PROBLEM TO SOLVE :: Look over the entries below. Report how many lines hold the word "فتحعلیشاهی", and only that.

Stored items ::
———

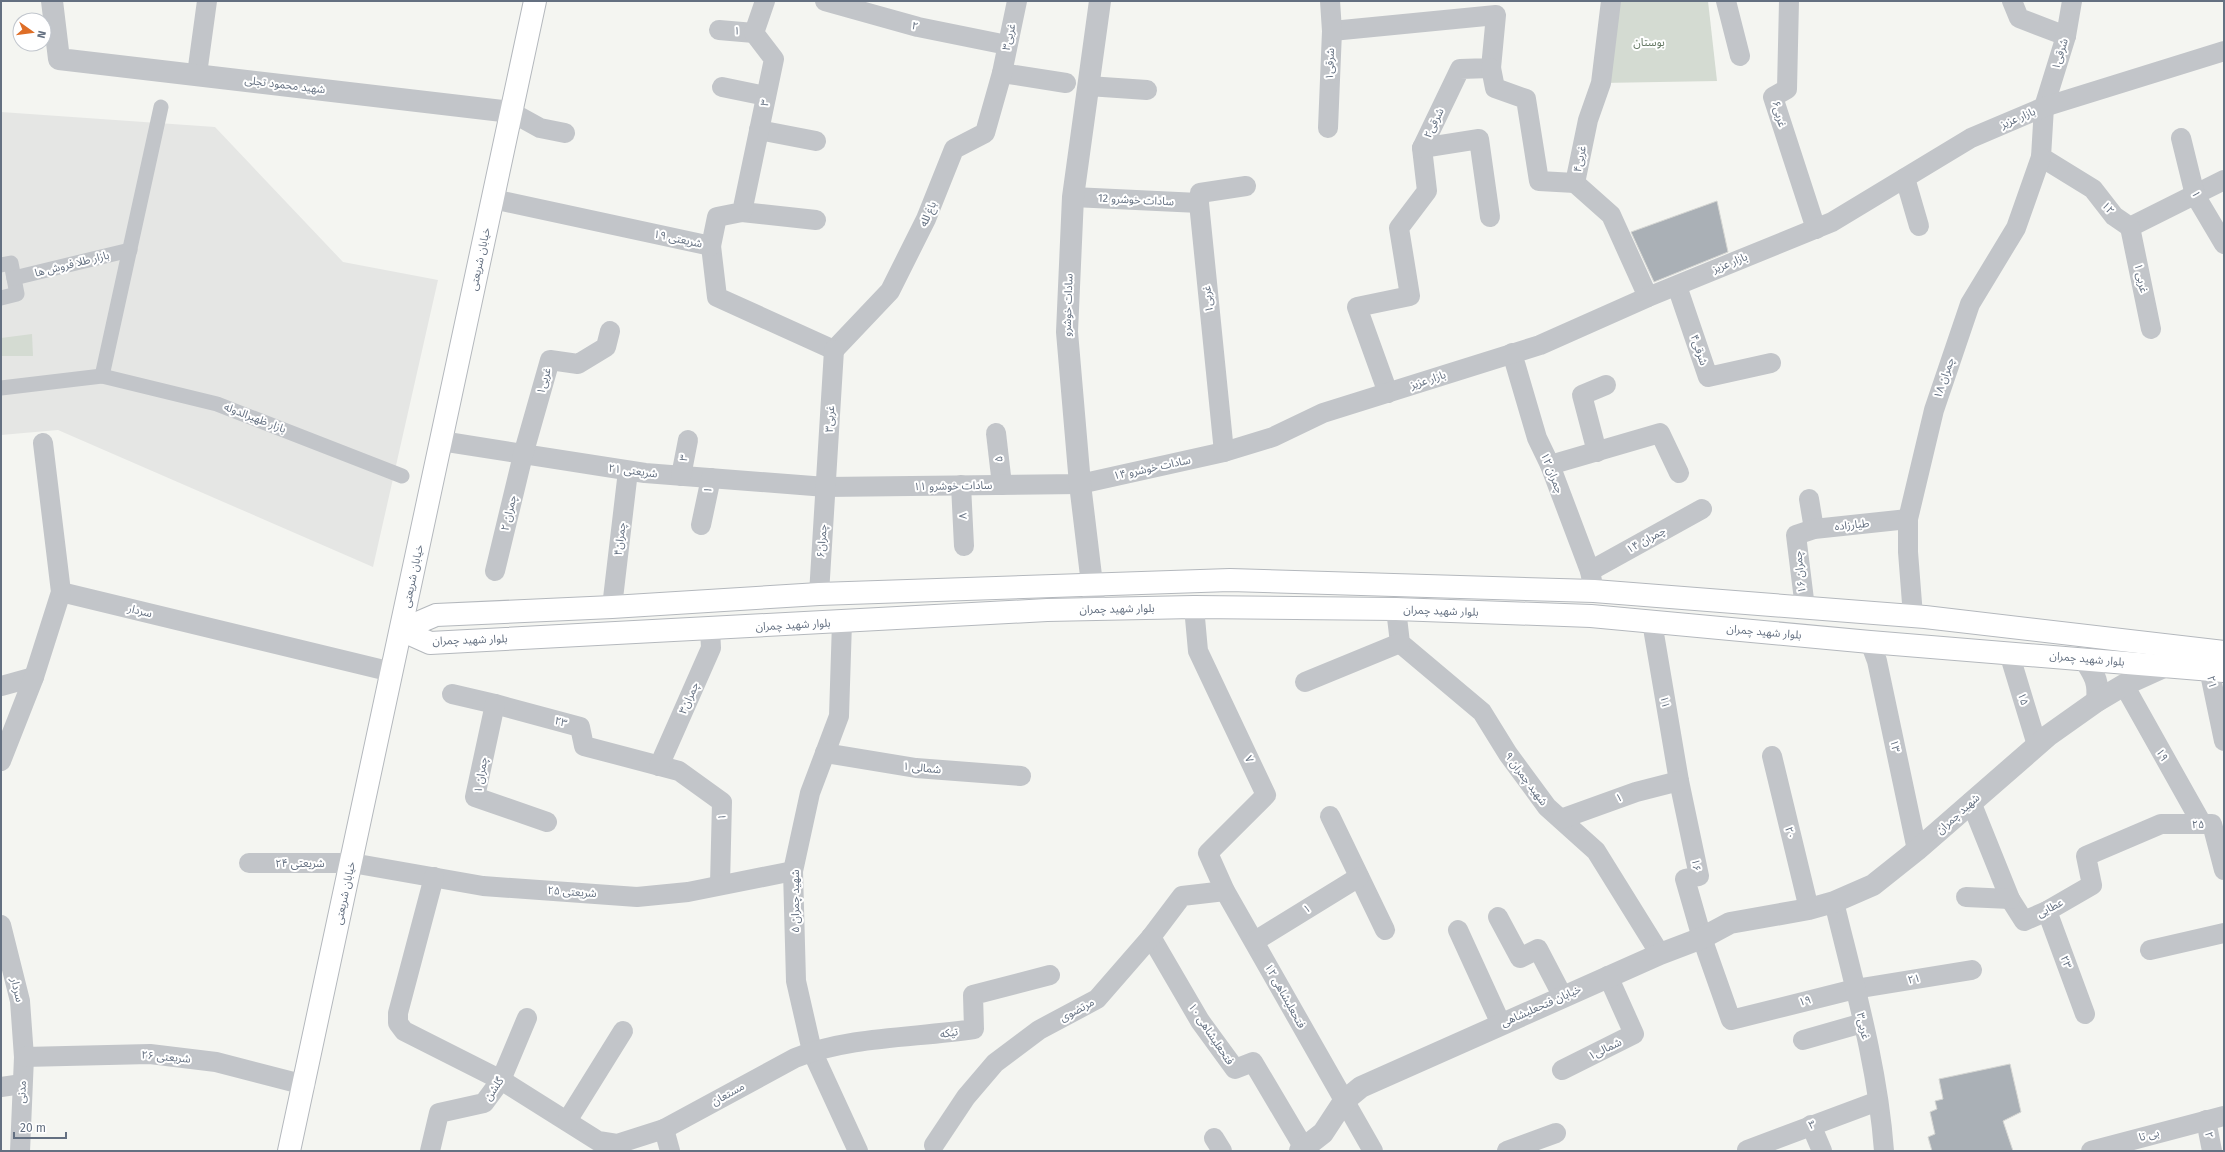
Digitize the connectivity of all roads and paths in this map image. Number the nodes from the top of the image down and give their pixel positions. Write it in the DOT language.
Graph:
graph roads {
  1 [pos="52,1"];
  2 [pos="207,1"];
  3 [pos="535,1"];
  4 [pos="765,1"];
  5 [pos="825,1"];
  6 [pos="1017,1"];
  7 [pos="1100,1"];
  8 [pos="1330,1"];
  9 [pos="1611,1"];
  10 [pos="1726,1"];
  11 [pos="1789,1"];
  12 [pos="2012,1"];
  13 [pos="2072,1"];
  14 [pos="719,30"];
  15 [pos="1332,31"];
  16 [pos="754,33"];
  17 [pos="2066,36"];
  18 [pos="1007,44"];
  19 [pos="2224,51"];
  20 [pos="1740,56"];
  21 [pos="1491,68"];
  22 [pos="1002,73"];
  23 [pos="197,74"];
  24 [pos="1066,82"];
  25 [pos="1088,86"];
  26 [pos="722,87"];
  27 [pos="1147,90"];
  28 [pos="766,96"];
  29 [pos="161,107"];
  30 [pos="2044,107"];
  31 [pos="511,112"];
  32 [pos="1328,128"];
  33 [pos="759,130"];
  34 [pos="565,133"];
  35 [pos="2181,138"];
  36 [pos="816,141"];
  37 [pos="1422,148"];
  38 [pos="2041,157"];
  39 [pos="1905,178"];
  40 [pos="2224,180"];
  41 [pos="1575,183"];
  42 [pos="1246,186"];
  43 [pos="2196,195"];
  44 [pos="1073,197"];
  45 [pos="493,199"];
  46 [pos="1199,203"];
  47 [pos="742,212"];
  48 [pos="1490,217"];
  49 [pos="816,220"];
  50 [pos="1919,226"];
  51 [pos="2130,227"];
  52 [pos="1816,229"];
  53 [pos="2224,244"];
  54 [pos="711,246"];
  55 [pos="130,250"];
  56 [pos="1,265"];
  57 [pos="14,278"];
  58 [pos="1677,286"];
  59 [pos="1648,297"];
  60 [pos="1,298"];
  61 [pos="2151,329"];
  62 [pos="610,331"];
  63 [pos="834,350"];
  64 [pos="1512,353"];
  65 [pos="1771,363"];
  66 [pos="102,376"];
  67 [pos="1606,385"];
  68 [pos="1,388"];
  69 [pos="1388,393"];
  70 [pos="996,433"];
  71 [pos="688,440"];
  72 [pos="441,441"];
  73 [pos="43,443"];
  74 [pos="1224,452"];
  75 [pos="1597,452"];
  76 [pos="523,454"];
  77 [pos="1550,465"];
  78 [pos="628,470"];
  79 [pos="1679,473"];
  80 [pos="402,476"];
  81 [pos="680,476"];
  82 [pos="711,478"];
  83 [pos="1080,484"];
  84 [pos="961,485"];
  85 [pos="1002,485"];
  86 [pos="826,487"];
  87 [pos="1809,499"];
  88 [pos="1702,510"];
  89 [pos="1908,519"];
  90 [pos="701,525"];
  91 [pos="1805,532"];
  92 [pos="964,546"];
  93 [pos="495,571"];
  94 [pos="1592,581"];
  95 [pos="1093,585"];
  96 [pos="61,592"];
  97 [pos="819,594"];
  98 [pos="620,607"];
  99 [pos="1194,607"];
  100 [pos="1804,608"];
  101 [pos="1095,609"];
  102 [pos="1396,609"];
  103 [pos="1592,616"];
  104 [pos="1913,616"];
  105 [pos="842,622"];
  106 [pos="1652,622"];
  107 [pos="710,629"];
  108 [pos="401,630"];
  109 [pos="627,633"];
  110 [pos="1870,642"];
  111 [pos="1400,643"];
  112 [pos="2224,652"];
  113 [pos="2009,653"];
  114 [pos="2085,660"];
  115 [pos="2166,666"];
  116 [pos="2217,670"];
  117 [pos="392,672"];
  118 [pos="34,677"];
  119 [pos="1305,682"];
  120 [pos="2124,685"];
  121 [pos="1,686"];
  122 [pos="452,694"];
  123 [pos="2097,701"];
  124 [pos="495,704"];
  125 [pos="2224,741"];
  126 [pos="2037,745"];
  127 [pos="825,753"];
  128 [pos="1772,756"];
  129 [pos="1,761"];
  130 [pos="659,766"];
  131 [pos="679,771"];
  132 [pos="1021,776"];
  133 [pos="1679,781"];
  134 [pos="1971,802"];
  135 [pos="1330,816"];
  136 [pos="1561,819"];
  137 [pos="547,822"];
  138 [pos="2161,824"];
  139 [pos="2202,824"];
  140 [pos="1917,850"];
  141 [pos="248,863"];
  142 [pos="352,863"];
  143 [pos="2224,870"];
  144 [pos="793,871"];
  145 [pos="1359,877"];
  146 [pos="434,878"];
  147 [pos="720,884"];
  148 [pos="1225,891"];
  149 [pos="1966,897"];
  150 [pos="2010,899"];
  151 [pos="1834,902"];
  152 [pos="1809,909"];
  153 [pos="2047,911"];
  154 [pos="1498,917"];
  155 [pos="1385,930"];
  156 [pos="1458,930"];
  157 [pos="2224,933"];
  158 [pos="2,934"];
  159 [pos="1151,937"];
  160 [pos="1702,938"];
  161 [pos="1255,940"];
  162 [pos="2150,950"];
  163 [pos="1660,954"];
  164 [pos="1972,970"];
  165 [pos="1050,975"];
  166 [pos="1608,976"];
  167 [pos="1855,989"];
  168 [pos="1563,997"];
  169 [pos="2085,1014"];
  170 [pos="528,1018"];
  171 [pos="1863,1023"];
  172 [pos="1501,1024"];
  173 [pos="623,1031"];
  174 [pos="1803,1040"];
  175 [pos="812,1051"];
  176 [pos="24,1057"];
  177 [pos="1562,1070"];
  178 [pos="501,1080"];
  179 [pos="22,1084"];
  180 [pos="304,1085"];
  181 [pos="1,1086"];
  182 [pos="1344,1101"];
  183 [pos="1878,1101"];
  184 [pos="2215,1118"];
  185 [pos="567,1121"];
  186 [pos="1811,1125"];
  187 [pos="664,1129"];
  188 [pos="1556,1133"];
  189 [pos="1309,1148"];
  190 [pos="933,1149"];
  191 [pos="1747,1150"];
  192 [pos="20,1151"];
  193 [pos="289,1151"];
  194 [pos="430,1151"];
  195 [pos="670,1151"];
  196 [pos="858,1151"];
  197 [pos="1372,1151"];
  198 [pos="1507,1151"];
  199 [pos="1822,1151"];
  200 [pos="1884,1151"];
  201 [pos="2091,1151"];
  202 [pos="2212,1151"];
  1 -- 23 [label="street, شهید محمود تجلی"];
  2 -- 23 [label="street"];
  3 -- 31 [label="main road, خیابان شریعتی"];
  4 -- 16 [label="street"];
  5 -- 18 [label="street, ۲"];
  6 -- 18 [label="street, غربی۳"];
  7 -- 25 [label="street, سادات خوشرو"];
  8 -- 15 [label="street, شرقی۱"];
  9 -- 41 [label="street, غربی۴"];
  10 -- 20 [label="street"];
  11 -- 52 [label="street, غربی۶"];
  12 -- 17 [label="street"];
  13 -- 17 [label="street, شرقی۱"];
  14 -- 16 [label="street, ۱"];
  15 -- 21 [label="street"];
  15 -- 32 [label="street, شرقی۱"];
  16 -- 28 [label="street, ۳"];
  17 -- 30 [label="street, شرقی۱"];
  18 -- 22 [label="street, غربی۳"];
  19 -- 30 [label="street, بازار عزیز"];
  21 -- 37 [label="street, شرقی۲"];
  21 -- 41 [label="street"];
  22 -- 24 [label="street"];
  22 -- 63 [label="street, باغ لله"];
  23 -- 31 [label="street, شهید محمود تجلی"];
  25 -- 27 [label="street"];
  25 -- 44 [label="street, سادات خوشرو"];
  26 -- 28 [label="street"];
  28 -- 33 [label="street, ۳"];
  29 -- 55 [label="street"];
  30 -- 38 [label="street"];
  30 -- 39 [label="street, بازار عزیز"];
  31 -- 34 [label="street"];
  31 -- 45 [label="main road, خیابان شریعتی"];
  33 -- 36 [label="street"];
  33 -- 47 [label="street, ۳"];
  35 -- 43 [label="street, ۱"];
  37 -- 48 [label="street"];
  37 -- 69 [label="street, شرقی۲"];
  38 -- 51 [label="street, ۱۲"];
  38 -- 89 [label="street, چمران ۱۸"];
  39 -- 50 [label="street"];
  39 -- 52 [label="street, بازار عزیز"];
  40 -- 43 [label="street"];
  41 -- 59 [label="street, غربی۴"];
  42 -- 46 [label="street"];
  43 -- 51 [label="street"];
  43 -- 53 [label="street, ۱"];
  44 -- 46 [label="street, سادات خوشرو 12"];
  44 -- 83 [label="street, سادات خوشرو"];
  45 -- 54 [label="street, شریعتی ۱۹"];
  45 -- 72 [label="main road, خیابان شریعتی"];
  46 -- 74 [label="street, غربی۱"];
  47 -- 49 [label="street"];
  47 -- 54 [label="street"];
  51 -- 61 [label="street, ۱ غربی"];
  52 -- 58 [label="street, بازار عزیز"];
  54 -- 63 [label="street, شریعتی ۱۹"];
  55 -- 57 [label="street, بازار طلا فروش ها"];
  55 -- 66 [label="street"];
  56 -- 57 [label="street"];
  57 -- 60 [label="street"];
  58 -- 59 [label="street, بازار عزیز"];
  58 -- 65 [label="street, شرقی۴"];
  59 -- 64 [label="street, بازار عزیز"];
  62 -- 76 [label="street, غربی۱"];
  63 -- 86 [label="street, غربی۳"];
  64 -- 69 [label="street, بازار عزیز"];
  64 -- 77 [label="street, چمران ۱۲"];
  66 -- 68 [label="street"];
  66 -- 80 [label="street, بازار ظهیرالدوله"];
  67 -- 75 [label="street"];
  69 -- 74 [label="street, بازار عزیز"];
  70 -- 85 [label="street, ۵"];
  71 -- 81 [label="street, ۳"];
  72 -- 76 [label="street, شریعتی ۲۱"];
  72 -- 108 [label="main road, خیابان شریعتی"];
  73 -- 96 [label="street"];
  74 -- 83 [label="street, سادات خوشرو ۱۴"];
  75 -- 77 [label="street"];
  75 -- 79 [label="street"];
  76 -- 78 [label="street, شریعتی ۲۱"];
  76 -- 93 [label="street, چمران ۲"];
  77 -- 94 [label="street, چمران ۱۲"];
  78 -- 81 [label="street, شریعتی ۲۱"];
  78 -- 98 [label="street, چمران۴"];
  81 -- 82 [label="street, شریعتی ۲۱"];
  82 -- 86 [label="street, شریعتی ۲۱"];
  82 -- 90 [label="street, ۱"];
  83 -- 85 [label="street, سادات خوشرو ۱۱"];
  83 -- 95 [label="street, سادات خوشرو"];
  84 -- 85 [label="street, سادات خوشرو ۱۱"];
  84 -- 86 [label="street, سادات خوشرو ۱۱"];
  84 -- 92 [label="street, ۸"];
  86 -- 97 [label="street, چمران۶"];
  87 -- 91 [label="street, چمران ۱۶"];
  88 -- 94 [label="street, چمران ۱۴"];
  89 -- 91 [label="street, طیارزاده"];
  89 -- 104 [label="street, چمران ۱۸"];
  91 -- 100 [label="street, چمران ۱۶"];
  94 -- 95 [label="main road, بلوار شهید چمران"];
  94 -- 100 [label="main road, بلوار شهید چمران"];
  94 -- 103 [label="main road"];
  95 -- 97 [label="main road, بلوار شهید چمران"];
  95 -- 101 [label="street, سادات خوشرو"];
  96 -- 117 [label="street, سردار"];
  96 -- 118 [label="street"];
  97 -- 98 [label="main road, بلوار شهید چمران"];
  98 -- 108 [label="main road, بلوار شهید چمران"];
  98 -- 109 [label="main road"];
  99 -- 101 [label="main road, بلوار شهید چمران"];
  99 -- 102 [label="main road, بلوار شهید چمران"];
  99 -- 148 [label="street, ۷"];
  100 -- 104 [label="main road, بلوار شهید چمران"];
  101 -- 105 [label="main road, بلوار شهید چمران"];
  102 -- 103 [label="main road, بلوار شهید چمران"];
  102 -- 111 [label="street"];
  103 -- 106 [label="main road, بلوار شهید چمران"];
  104 -- 112 [label="main road, بلوار شهید چمران"];
  105 -- 107 [label="main road, بلوار شهید چمران"];
  105 -- 127 [label="street, شهید چمران ۵"];
  106 -- 110 [label="main road, بلوار شهید چمران"];
  106 -- 133 [label="street, ۱۱"];
  107 -- 109 [label="main road, بلوار شهید چمران"];
  107 -- 130 [label="street, چمران۳"];
  108 -- 109 [label="main road, بلوار شهید چمران"];
  108 -- 117 [label="main road, خیابان شریعتی"];
  110 -- 113 [label="main road, بلوار شهید چمران"];
  110 -- 140 [label="street, ۱۳"];
  111 -- 119 [label="street"];
  111 -- 136 [label="street, شهید چمران ۹"];
  113 -- 114 [label="main road, بلوار شهید چمران"];
  113 -- 126 [label="street, ۱۵"];
  114 -- 115 [label="main road, بلوار شهید چمران"];
  114 -- 123 [label="street"];
  115 -- 116 [label="main road, بلوار شهید چمران"];
  115 -- 120 [label="street, شهید چمران"];
  116 -- 125 [label="street, ۲۱"];
  117 -- 142 [label="main road, خیابان شریعتی"];
  118 -- 121 [label="street"];
  118 -- 129 [label="street"];
  120 -- 123 [label="street, شهید چمران"];
  120 -- 139 [label="street, ۱۹"];
  122 -- 124 [label="street, ۲۳"];
  123 -- 126 [label="street, شهید چمران"];
  124 -- 130 [label="street, ۲۳"];
  124 -- 137 [label="street, چمران ۱"];
  126 -- 134 [label="street, شهید چمران"];
  127 -- 132 [label="street, شمالی ۱"];
  127 -- 144 [label="street, شهید چمران ۵"];
  128 -- 152 [label="street, ۲۰"];
  130 -- 131 [label="street, ۲۳"];
  131 -- 147 [label="street, ۱"];
  133 -- 136 [label="street, ۱"];
  133 -- 160 [label="street, ۱۶"];
  134 -- 140 [label="street, شهید چمران"];
  134 -- 150 [label="street, عطایی"];
  135 -- 145 [label="street"];
  136 -- 163 [label="street, شهید چمران ۹"];
  138 -- 139 [label="street, ۲۵"];
  138 -- 153 [label="street, عطایی"];
  139 -- 143 [label="street, ۲۵"];
  140 -- 151 [label="street, شهید چمران"];
  141 -- 142 [label="street, شریعتی ۲۴"];
  142 -- 146 [label="street, شریعتی ۲۵"];
  142 -- 180 [label="main road, خیابان شریعتی"];
  144 -- 147 [label="street, شریعتی ۲۵"];
  144 -- 175 [label="street, شهید چمران ۵"];
  145 -- 155 [label="street"];
  145 -- 161 [label="street, ۱"];
  146 -- 147 [label="street, شریعتی ۲۵"];
  146 -- 178 [label="street, مستعان"];
  148 -- 159 [label="street, مرتضوی"];
  148 -- 161 [label="street, فتحعلیشاهی ۱۲"];
  149 -- 150 [label="street"];
  150 -- 153 [label="street, عطایی"];
  151 -- 152 [label="street, شهید چمران"];
  151 -- 167 [label="street, غربی۳"];
  152 -- 160 [label="street, خیابان فتحعلیشاهی"];
  153 -- 169 [label="street, ۲۳"];
  154 -- 168 [label="street"];
  156 -- 172 [label="street"];
  157 -- 162 [label="street"];
  158 -- 176 [label="street, سردار"];
  159 -- 189 [label="street, فتحعلیشاهی ۱۰"];
  159 -- 190 [label="street, مرتضوی"];
  160 -- 163 [label="street, خیابان فتحعلیشاهی"];
  160 -- 167 [label="street, ۱۹"];
  161 -- 182 [label="street, فتحعلیشاهی ۱۲"];
  163 -- 166 [label="street, خیابان فتحعلیشاهی"];
  164 -- 167 [label="street, ۲۱"];
  165 -- 175 [label="street, تیکه"];
  166 -- 168 [label="street, خیابان فتحعلیشاهی"];
  166 -- 177 [label="street, شمالی۱"];
  167 -- 171 [label="street, غربی۳"];
  168 -- 172 [label="street, خیابان فتحعلیشاهی"];
  170 -- 178 [label="street, گلشن"];
  171 -- 174 [label="street"];
  171 -- 183 [label="street, غربی۳"];
  172 -- 182 [label="street, خیابان فتحعلیشاهی"];
  173 -- 185 [label="street"];
  175 -- 187 [label="street, مستعان"];
  175 -- 196 [label="street, شهید چمران ۵"];
  176 -- 179 [label="street, مدنی"];
  176 -- 180 [label="street, شریعتی ۲۶"];
  178 -- 185 [label="street, مستعان"];
  178 -- 194 [label="street, گلشن"];
  179 -- 181 [label="street"];
  179 -- 192 [label="street, مدنی"];
  180 -- 193 [label="main road, خیابان شریعتی"];
  182 -- 189 [label="street, خیابان فتحعلیشاهی"];
  182 -- 197 [label="street, فتحعلیشاهی ۱۲"];
  183 -- 186 [label="street, ۳"];
  183 -- 200 [label="street, غربی۳"];
  184 -- 201 [label="street, بی تا"];
  184 -- 202 [label="street, ۲"];
  185 -- 187 [label="street, مستعان"];
  186 -- 191 [label="street, ۳"];
  186 -- 199 [label="street"];
  187 -- 195 [label="street"];
  188 -- 198 [label="street"];
}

———

RESPONSE :: 11